"Could It Be I'm Falling in Love" is a 1972 song recorded by the American R&B vocal group The Spinners (known as "Detroit Spinners" in the UK). It was co-written by Melvin and Mervin Steals, two songwriter brothers working for Atlantic, who were sometimes credited as "Mystro and Lyric." It was produced by Thom Bell, recorded at Philadelphia's Sigma Sound Studios and the house band MFSB provided the backing. Bobby Smith sings lead through most of the song while Philippé Wynne handles vocal duties on the outro.

Released as the follow-up single to the group's first hit for Atlantic Records, "I'll Be Around," "Could It Be I'm Falling in Love" would equal the success of its predecessor, peaking at #1 on the R&B chart and #4 on the Billboard Pop Singles chart and selling over one million copies.
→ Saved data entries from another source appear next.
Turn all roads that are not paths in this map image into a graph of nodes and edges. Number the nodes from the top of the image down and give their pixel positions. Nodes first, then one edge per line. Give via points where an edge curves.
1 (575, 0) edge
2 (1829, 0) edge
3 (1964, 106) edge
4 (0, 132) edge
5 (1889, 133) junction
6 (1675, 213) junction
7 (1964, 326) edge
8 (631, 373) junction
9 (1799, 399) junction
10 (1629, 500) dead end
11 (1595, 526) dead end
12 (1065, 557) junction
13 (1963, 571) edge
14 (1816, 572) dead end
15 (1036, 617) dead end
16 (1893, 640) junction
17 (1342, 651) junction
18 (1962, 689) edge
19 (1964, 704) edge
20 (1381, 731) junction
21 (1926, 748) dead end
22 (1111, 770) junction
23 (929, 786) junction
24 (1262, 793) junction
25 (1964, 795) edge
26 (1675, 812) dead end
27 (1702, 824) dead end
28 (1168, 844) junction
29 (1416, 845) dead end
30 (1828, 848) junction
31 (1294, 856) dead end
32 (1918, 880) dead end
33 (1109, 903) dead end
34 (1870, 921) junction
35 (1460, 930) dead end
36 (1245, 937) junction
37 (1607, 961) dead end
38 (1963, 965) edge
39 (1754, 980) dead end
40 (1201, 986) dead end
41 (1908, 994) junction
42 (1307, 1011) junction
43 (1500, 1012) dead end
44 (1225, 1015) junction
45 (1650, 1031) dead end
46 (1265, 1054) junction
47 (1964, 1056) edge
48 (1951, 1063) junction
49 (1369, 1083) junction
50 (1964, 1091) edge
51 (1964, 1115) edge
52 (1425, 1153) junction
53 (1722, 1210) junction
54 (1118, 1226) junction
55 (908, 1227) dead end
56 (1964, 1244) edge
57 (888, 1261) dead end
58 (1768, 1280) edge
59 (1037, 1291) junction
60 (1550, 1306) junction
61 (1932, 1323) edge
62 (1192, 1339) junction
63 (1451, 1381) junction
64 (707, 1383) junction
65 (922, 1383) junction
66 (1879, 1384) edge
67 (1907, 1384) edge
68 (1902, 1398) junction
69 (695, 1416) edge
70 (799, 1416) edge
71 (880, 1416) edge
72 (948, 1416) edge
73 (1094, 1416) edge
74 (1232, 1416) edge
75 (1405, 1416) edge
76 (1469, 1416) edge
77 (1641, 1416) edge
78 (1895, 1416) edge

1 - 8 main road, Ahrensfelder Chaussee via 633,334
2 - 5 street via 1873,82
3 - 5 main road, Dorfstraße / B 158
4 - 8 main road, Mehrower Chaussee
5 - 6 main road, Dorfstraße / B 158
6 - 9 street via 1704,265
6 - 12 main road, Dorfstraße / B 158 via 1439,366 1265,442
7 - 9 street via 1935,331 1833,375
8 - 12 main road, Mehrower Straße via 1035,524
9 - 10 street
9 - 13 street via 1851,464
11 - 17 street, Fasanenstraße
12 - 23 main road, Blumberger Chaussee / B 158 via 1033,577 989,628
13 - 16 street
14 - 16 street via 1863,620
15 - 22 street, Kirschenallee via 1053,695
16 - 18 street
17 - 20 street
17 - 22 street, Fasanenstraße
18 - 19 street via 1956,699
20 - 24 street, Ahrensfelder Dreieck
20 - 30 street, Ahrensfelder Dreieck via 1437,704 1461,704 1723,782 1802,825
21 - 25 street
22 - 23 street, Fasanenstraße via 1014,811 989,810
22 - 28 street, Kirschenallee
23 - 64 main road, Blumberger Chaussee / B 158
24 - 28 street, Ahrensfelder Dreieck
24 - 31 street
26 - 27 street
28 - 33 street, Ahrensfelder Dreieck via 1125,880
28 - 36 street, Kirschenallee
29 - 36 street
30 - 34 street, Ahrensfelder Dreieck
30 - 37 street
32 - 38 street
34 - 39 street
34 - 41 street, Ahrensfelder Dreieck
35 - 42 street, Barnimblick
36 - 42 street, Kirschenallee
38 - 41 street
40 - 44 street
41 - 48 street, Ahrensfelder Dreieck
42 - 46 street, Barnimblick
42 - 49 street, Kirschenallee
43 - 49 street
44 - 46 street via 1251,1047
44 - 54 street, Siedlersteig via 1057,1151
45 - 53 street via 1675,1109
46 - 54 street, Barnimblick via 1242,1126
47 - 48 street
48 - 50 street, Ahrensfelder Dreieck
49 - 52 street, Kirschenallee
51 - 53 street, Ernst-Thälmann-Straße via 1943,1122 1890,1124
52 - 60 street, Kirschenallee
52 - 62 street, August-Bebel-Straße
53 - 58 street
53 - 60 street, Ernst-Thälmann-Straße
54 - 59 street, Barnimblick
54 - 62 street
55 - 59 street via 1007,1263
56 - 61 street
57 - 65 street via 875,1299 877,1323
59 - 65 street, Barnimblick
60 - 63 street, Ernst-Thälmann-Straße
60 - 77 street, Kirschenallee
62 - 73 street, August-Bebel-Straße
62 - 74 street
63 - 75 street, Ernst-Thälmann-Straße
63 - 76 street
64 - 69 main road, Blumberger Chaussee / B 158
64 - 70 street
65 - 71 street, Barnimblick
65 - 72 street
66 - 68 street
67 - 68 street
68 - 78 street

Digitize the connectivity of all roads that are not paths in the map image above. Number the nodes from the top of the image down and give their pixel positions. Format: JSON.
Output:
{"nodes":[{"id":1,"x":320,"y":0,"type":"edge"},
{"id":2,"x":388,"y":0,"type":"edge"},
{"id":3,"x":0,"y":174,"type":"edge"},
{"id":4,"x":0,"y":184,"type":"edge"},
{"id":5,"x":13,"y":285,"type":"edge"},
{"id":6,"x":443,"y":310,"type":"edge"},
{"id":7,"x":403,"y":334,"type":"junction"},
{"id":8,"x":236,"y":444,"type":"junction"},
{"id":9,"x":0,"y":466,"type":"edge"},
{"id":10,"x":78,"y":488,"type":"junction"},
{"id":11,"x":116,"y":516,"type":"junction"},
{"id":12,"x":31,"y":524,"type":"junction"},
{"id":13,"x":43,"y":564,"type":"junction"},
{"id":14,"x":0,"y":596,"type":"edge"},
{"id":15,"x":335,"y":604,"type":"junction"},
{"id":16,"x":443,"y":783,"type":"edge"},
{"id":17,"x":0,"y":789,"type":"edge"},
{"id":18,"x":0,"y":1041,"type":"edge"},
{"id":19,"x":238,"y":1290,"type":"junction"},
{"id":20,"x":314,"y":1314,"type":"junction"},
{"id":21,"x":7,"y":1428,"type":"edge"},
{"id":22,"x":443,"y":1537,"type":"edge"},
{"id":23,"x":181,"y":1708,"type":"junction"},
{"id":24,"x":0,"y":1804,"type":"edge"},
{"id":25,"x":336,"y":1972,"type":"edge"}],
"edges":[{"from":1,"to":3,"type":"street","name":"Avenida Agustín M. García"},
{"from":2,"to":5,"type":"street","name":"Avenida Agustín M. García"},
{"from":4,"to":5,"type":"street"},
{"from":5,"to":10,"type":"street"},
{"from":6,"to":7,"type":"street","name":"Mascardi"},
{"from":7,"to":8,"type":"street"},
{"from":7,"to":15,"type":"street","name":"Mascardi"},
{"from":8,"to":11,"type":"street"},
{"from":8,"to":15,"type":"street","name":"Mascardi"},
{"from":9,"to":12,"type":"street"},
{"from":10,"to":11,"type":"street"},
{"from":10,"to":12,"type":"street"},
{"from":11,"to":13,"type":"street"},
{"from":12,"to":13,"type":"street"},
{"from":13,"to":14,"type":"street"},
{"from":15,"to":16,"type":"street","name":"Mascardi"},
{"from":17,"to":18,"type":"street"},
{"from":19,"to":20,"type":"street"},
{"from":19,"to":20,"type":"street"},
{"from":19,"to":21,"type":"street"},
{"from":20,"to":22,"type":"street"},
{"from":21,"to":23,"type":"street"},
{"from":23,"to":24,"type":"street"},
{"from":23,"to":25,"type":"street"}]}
The song also found success in the UK, peaking at #11 on the UK Singles Chart.

Reception
Pitchfork named it the 184th best song of the 1970s, saying "every time lead vocalist Smith is offered the opportunity to go loud, he goes soft, letting Bell's dulcet accompaniments do the singing for him. The '70s yielded countless songs about falling in love, but few are as blissful as this."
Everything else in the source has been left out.